In 1975 and 1976, Mortimer adapted eight of Graham Greene’s short stories for episodes of Shades of Greene presented by Thames Television.[20] Mortimer was credited with writing the script for Granada Television's 1981 serialization of Brideshead Revisited, based on the novel by Evelyn Waugh. However, Graham Lord's unofficial biography, John Mortimer: The Devil's Advocate,[21] revealed in 2005 that none of Mortimer's submitted scripts had in fact been used and the screenplay was actually written by the series' producer and director. Mortimer adapted John Fowles's The Ebony Tower starring Laurence Olivier for Granada in 1984. In 1986, his adaptation of his own novel Paradise Postponed was televised. He wrote the script, based on the autobiography of Franco Zeffirelli, for the 1999 film Tea with Mussolini, directed by Zeffirelli and starring Joan Plowright, Cher, Judi Dench, Maggie Smith and Lily Tomlin. From 2004, Mortimer worked as a consultant for the politico-legal US "dramedy" television show Boston Legal.[22]

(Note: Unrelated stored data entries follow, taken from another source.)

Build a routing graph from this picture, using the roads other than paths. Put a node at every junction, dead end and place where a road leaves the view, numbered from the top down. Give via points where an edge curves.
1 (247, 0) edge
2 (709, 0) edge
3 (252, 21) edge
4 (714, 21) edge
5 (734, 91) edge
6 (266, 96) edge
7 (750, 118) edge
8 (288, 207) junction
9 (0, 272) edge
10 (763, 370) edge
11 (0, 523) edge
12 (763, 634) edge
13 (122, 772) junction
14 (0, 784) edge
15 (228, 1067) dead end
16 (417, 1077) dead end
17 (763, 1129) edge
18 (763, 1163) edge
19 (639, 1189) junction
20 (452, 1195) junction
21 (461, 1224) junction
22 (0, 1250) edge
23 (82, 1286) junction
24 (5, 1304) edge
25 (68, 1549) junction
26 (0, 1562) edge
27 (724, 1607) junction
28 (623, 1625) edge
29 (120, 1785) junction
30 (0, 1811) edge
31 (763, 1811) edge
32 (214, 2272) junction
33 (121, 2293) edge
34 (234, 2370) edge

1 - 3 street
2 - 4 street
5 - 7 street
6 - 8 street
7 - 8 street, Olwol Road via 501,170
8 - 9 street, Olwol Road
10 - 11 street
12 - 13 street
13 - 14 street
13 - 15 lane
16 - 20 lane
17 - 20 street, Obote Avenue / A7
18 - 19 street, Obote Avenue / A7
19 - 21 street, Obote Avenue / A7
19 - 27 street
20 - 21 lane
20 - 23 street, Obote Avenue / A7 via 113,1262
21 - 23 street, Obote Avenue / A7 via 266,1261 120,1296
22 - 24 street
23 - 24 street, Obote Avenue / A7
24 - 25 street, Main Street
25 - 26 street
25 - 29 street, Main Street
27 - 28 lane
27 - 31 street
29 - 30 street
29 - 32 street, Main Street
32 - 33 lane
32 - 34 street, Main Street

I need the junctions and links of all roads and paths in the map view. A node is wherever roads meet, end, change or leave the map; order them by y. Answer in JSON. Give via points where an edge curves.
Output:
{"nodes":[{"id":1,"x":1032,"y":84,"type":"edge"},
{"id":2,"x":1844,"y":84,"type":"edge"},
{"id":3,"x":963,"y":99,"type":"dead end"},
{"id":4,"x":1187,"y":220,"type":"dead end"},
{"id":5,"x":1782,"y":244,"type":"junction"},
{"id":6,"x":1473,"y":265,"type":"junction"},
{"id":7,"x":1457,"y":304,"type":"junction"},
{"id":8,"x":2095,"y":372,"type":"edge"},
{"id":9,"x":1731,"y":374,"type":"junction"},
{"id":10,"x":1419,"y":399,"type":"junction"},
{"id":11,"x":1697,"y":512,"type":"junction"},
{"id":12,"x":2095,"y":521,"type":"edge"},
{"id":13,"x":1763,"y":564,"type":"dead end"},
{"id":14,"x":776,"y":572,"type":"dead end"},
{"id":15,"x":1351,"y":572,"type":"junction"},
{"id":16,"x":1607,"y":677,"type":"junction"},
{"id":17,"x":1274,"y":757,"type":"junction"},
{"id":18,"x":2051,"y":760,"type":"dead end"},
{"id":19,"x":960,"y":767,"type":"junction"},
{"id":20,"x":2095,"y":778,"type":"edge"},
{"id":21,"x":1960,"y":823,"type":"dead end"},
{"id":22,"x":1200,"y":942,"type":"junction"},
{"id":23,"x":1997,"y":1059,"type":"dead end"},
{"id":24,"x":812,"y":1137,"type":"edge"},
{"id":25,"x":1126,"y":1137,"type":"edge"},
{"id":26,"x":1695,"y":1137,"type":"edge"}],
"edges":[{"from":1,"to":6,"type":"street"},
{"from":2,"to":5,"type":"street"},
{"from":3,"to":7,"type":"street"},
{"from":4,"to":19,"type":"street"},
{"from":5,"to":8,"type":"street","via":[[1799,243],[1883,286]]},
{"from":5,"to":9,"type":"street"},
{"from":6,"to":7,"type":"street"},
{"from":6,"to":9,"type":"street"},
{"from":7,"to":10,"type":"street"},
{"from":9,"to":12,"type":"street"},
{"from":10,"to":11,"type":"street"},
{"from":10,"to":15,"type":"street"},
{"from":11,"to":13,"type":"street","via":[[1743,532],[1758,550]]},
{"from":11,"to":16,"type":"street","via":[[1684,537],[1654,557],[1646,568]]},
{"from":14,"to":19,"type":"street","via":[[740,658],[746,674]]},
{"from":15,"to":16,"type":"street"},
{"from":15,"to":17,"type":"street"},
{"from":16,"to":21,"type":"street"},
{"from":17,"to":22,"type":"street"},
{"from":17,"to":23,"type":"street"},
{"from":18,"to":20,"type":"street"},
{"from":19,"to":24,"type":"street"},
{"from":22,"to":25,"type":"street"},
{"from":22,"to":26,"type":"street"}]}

Mortimer developed his career as a dramatist by rising early to write before attending court. His work in total includes over 50 books, plays and scripts.[23] Besides 13 episodes of Rumpole dramatized for radio in 1980, several others of his works were broadcast on the BBC, including the true crime series John Mortimer Presents: The Trials Of Marshall Hall and Sensational British Trials.[24]
Penelope Fletcher, better known as Penelope Mortimer, met John Mortimer while still married to Charles Dimont and pregnant with their last child. Fletcher married Mortimer on 27 August 1949, the same day her divorce from Dimont became absolute. Together they went on to have a son, Jeremy Mortimer, and a daughter, Sally Silverman.[25] The unstable marriage inspired work by both writers, of which Penelope's novel, The Pumpkin Eater (1962), later made into a film of the same name, is best known. The couple divorced in 1971 and he married Penelope Gollop in 1972. They had two daughters, Emily Mortimer (1971), and Rosie Mortimer (1984). He and his second wife lived in the Buckinghamshire village of Turville Heath. The split with his first wife had been bitter, but they were on friendly terms by the time of her death in 1999.[9]
In September 2004, the Sunday Telegraph journalist Tim Walker revealed that Mortimer had fathered another son, Ross Bentley, who was conceived during a secret affair Mortimer had with the English actress Wendy Craig more than 40 years earlier. He was born in November 1961.[26][8] Craig and Mortimer had met when the actress had been cast playing a pregnant woman in Mortimer's first full-length West End play, The Wrong Side of the Park. Ross Bentley was raised by Craig and her husband, Jack Bentley, the show business writer and musician.
In Mortimer's memoirs, Clinging to the Wreckage, he wrote of "enjoying my mid-thirties and all the pleasures which come to a young writer."
Awarded a CBE in 1986, he was made a knight bachelor in the 1998 Birthday Honours.[27]
Mortimer suffered a stroke in October 2008 and died on 16 January 2009, aged 85.[28]
John Mortimer was a member of English PEN. He was patron of the Burma Campaign UK, the London-based group campaigning for human rights and democracy in Burma and president of the Royal Court Theatre, having been the chairman of its board from 1990 to 2000.